The baseline demographic data are shown in Table 1. There were no significant between-group differences in age, sex ratio, education, MMSE scores, or time spent on exercise, cognitive activity, paid work, and volunteering. Change in outing frequency from pretest to posttest is shown in Supplementary Results and Supplementary Table 2 (see online supplementary material). These results indicate the demographic equivalence between the groups.
Intervention effect
Psychological measures
The psychological data are shown in Figure 2A–C. For apathy, the interaction of group and time points was significant (β = −0.45, 95% CI [−0.79, −0.10], R^2^ = 0.08, *t *= 2.52, *df *= 40.13, p-FDR = .048; Cohen’s *d *= −1.11, 95% CI [−2.01, −0.20]). Further investigation with a simple effect analysis indicated no significant time differences in each group (intervention, β = −0.22, 95% CI [−0.49, 0.03], R^2^ = 0.03, *t *= 1.67, *df *= 19.88, p-FDR = .144; Cohen’s *d *= −0.53, 95% CI [−1.16, 0.09]; control, β = 0.21, 95% CI [−0.02, 0.44], R^2^ = 0.23, *t *= 1.78, *df *= 19.74, p-FDR = .144; Cohen’s *d *= 0.56, 95% CI [−0.06, 1.20]). For the CES-D score, the interaction of group and time points was not significant (β = −0.26, 95% CI [−0.71, 0.18], R^2^ = 0.02, *t *= 1.17, *df *= 41.43, p-FDR = .301; Cohen’s *d *= −0.50, 95% CI [−1.38, 0.36]). For the MoCA scores, the interaction of group and time points was not significant (β = 0.26, 95% CI [−0.23, 0.76], R^2^ = 0.03, *t *= 1.04, *df *= 42.25, p-FDR = .301; Cohen’s *d *= 0.44, 95% CI [−0.41, 1.31]).

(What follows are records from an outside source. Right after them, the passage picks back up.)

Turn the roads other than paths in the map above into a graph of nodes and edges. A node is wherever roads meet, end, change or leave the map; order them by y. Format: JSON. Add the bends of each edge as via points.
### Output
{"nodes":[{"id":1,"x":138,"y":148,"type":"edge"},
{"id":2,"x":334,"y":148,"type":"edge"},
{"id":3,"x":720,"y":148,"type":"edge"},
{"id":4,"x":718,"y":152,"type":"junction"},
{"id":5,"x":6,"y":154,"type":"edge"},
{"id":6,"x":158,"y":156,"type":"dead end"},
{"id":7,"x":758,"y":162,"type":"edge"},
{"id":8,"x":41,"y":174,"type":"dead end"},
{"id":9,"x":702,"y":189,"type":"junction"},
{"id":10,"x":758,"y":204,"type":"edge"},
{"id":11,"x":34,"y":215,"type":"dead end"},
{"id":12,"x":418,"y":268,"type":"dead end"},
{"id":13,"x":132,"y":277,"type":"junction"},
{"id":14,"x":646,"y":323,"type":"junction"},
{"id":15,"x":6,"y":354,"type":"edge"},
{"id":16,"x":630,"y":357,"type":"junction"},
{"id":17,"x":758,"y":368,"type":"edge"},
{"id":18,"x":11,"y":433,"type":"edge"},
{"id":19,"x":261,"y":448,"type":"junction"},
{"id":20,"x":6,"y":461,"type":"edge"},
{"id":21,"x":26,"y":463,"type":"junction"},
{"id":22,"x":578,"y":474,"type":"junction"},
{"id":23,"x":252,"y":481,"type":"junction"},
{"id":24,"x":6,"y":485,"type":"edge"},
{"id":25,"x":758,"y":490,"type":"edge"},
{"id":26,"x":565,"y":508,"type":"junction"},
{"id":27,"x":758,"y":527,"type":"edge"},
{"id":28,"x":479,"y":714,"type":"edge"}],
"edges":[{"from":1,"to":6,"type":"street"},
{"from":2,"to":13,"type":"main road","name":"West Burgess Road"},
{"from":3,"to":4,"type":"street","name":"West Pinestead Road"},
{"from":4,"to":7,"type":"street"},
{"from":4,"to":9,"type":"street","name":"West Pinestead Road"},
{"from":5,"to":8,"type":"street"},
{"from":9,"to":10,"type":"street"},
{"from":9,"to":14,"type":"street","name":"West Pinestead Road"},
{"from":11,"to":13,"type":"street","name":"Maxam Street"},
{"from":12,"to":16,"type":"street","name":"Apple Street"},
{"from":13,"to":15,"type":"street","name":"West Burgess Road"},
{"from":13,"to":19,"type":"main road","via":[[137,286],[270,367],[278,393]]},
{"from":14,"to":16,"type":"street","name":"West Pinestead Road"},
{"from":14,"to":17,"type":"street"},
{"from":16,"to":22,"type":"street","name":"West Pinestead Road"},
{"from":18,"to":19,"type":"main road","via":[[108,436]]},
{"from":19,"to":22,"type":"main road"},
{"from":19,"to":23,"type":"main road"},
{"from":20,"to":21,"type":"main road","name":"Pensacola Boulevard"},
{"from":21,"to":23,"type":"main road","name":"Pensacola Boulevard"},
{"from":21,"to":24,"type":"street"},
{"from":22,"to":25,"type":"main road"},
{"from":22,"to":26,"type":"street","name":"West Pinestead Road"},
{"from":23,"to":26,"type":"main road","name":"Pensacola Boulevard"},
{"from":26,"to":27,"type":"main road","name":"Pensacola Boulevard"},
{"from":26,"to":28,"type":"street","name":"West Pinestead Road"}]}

*Mental health, MoCA, and oxytocin results from the 3-month dance intervention. (A) Apathy showed a significant group × time interaction; however, within-group pre-post changes were not significant in either group. (B and C) No significant group × time interactions were observed for depressive symptoms or MoCA. (D) Oxytocin showed a significant group × time interaction, with a significant pre-post increase in the intervention group but not in the control group. Box plots show the distribution of individual scores. The horizontal line within each box indicates the median, and the box edges represent the interquartile range. White and grey boxes represent pre- and post-intervention periods, respectively.*p-FDR < .01. FDR = false discovery rate; MoCA = Montreal Cognitive Assessment.
Oxytocin level
Oxytocin data are shown in Figure 2D. The interaction between group and time point was significant (β = 0.54, 95% CI [0.08, 0.99], R^2^ = 0.61, *t *= 2.33, *df *= 40.75, p-FDR = .048; Cohen’s *d *= 1.01, 95% CI [0.12, 1.89]). Further investigation with a simple effect analysis indicated a significant time difference in the intervention group (β = 0.61, 95% CI [0.29, 0.94], R^2^ = 0.57, *t *= 3.70, *df *= 21.13, p-FDR = .004; Cohen’s *d *= 1.27, 95% CI [0.62, 1.91]), but not in the control group (β = 0.17, 95% CI [−0.15, 0.49], R^2^ = 0.68, *t *= 1.02, *df *= 19.94, p-FDR = .315; Cohen’s *d *= 0.26, 95% CI [−0.35, 0.88]).
Resting-state fMRI
The results of the ALFF analysis are shown in Figure 3A and Supplementary Table 3 (see online supplementary material). A significant interaction between group and time point was observed for the ALFF of the left medial orbitofrontal cortex (F[1, 37] = 29.07, p-FWE = .020). Compared to the control group, the intervention group showed higher ALFF in the left medial orbitofrontal cortex after the intervention. The results of the resting-state FC analysis are shown in Figure 3B and Supplementary Table 4 (see online supplementary material). There was a significant interaction between group and time points in resting-state FC between the left medial orbitofrontal cortex and the left precuneus (F[1, 37] = 19.95, p-FWE = .006). Compared to the control group, the intervention group showed stronger resting-state FC between the left medial orbitofrontal cortex and left precuneus after the intervention.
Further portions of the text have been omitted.